Postscript: “Twenty six years later on Nov. 22 I stood in front of The Mirage with Gov. Bob Miller and opened The Mirage. All I could think of was would anyone show up — and the Kennedy assassination.

LAS VEGAS MAYOR CAROLYN GOODMAN

“I was working at Sun Oil Company in Philadelphia to support Oscar while he was going through law school. As I got in the elevator on my way to work, someone said ‘Have you heard the President was shot?’ I immediately got on the phone to Oscar to see if he knew. We watched TV with great sadness over the next three days. They replayed the ride, the aftermath, the funeral. We were just flabbergasted. Very tragic. And, of course, there was all the speculation: Did the Mafia cause it? Was it a crazy person? Russia? A year before that was the missile crisis and we thought that was the end of our lives, with all those missiles in Cuba pointed at the U.S.”
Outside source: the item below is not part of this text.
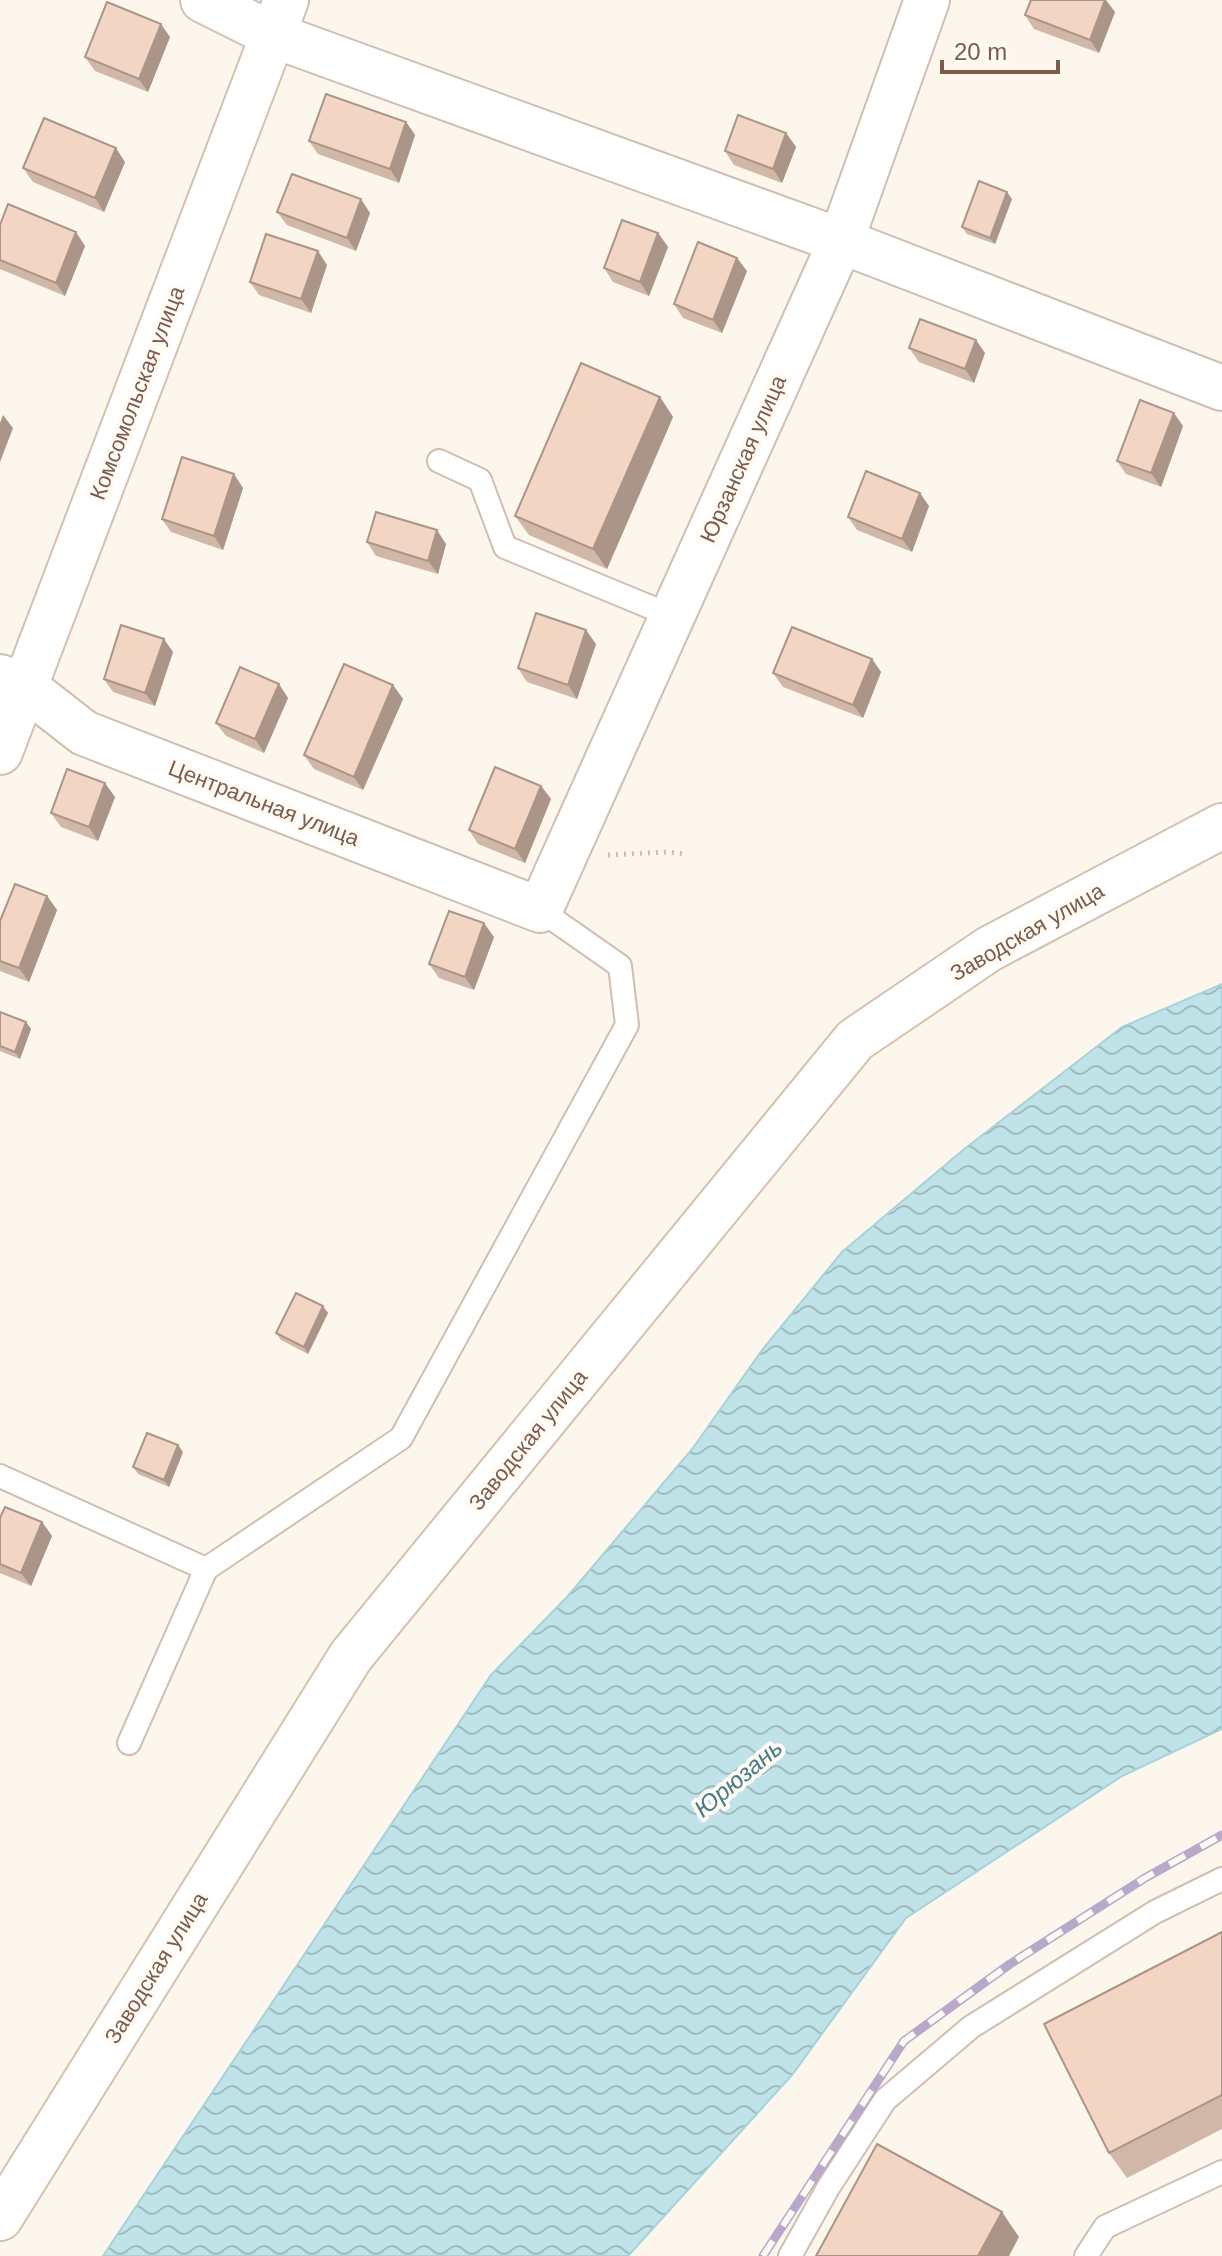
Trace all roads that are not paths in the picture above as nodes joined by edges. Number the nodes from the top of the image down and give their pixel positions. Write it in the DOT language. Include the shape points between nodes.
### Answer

Postscript: The Goodmans, who were married in 1962, moved to Las Vegas in August 1964. Carolyn Goodman founded Meadows School in 1984 and became mayor in 2011.

BURTON COHEN, GAMING INDUSTRY EXECUTIVE

“I was still practicing law in Miami,” said Cohen, 90, who retired in 1995 after career as a top executive at the Desert Inn, Dunes, Frontier and Thunderbird hotels.

“My office (in Miami) was on the same floor with a real estate executive by the name of Grant Stockdale. He was very close to the President and another guy that ran with the president, Florida Sen. George Smathers.”

Postscript: “After JFK was shot, Mr. Stockdale jumped from the Dupont Building on Flagler Street,” recalled Cohen.

Stockdale, a longtime JFK supporter and high-ranking Democratic operative, had been appointed U.S. ambassador to Ireland in 1961.

According to reports, he either jumped or was pushed from his 13th floor office 10 days after the death of JFK.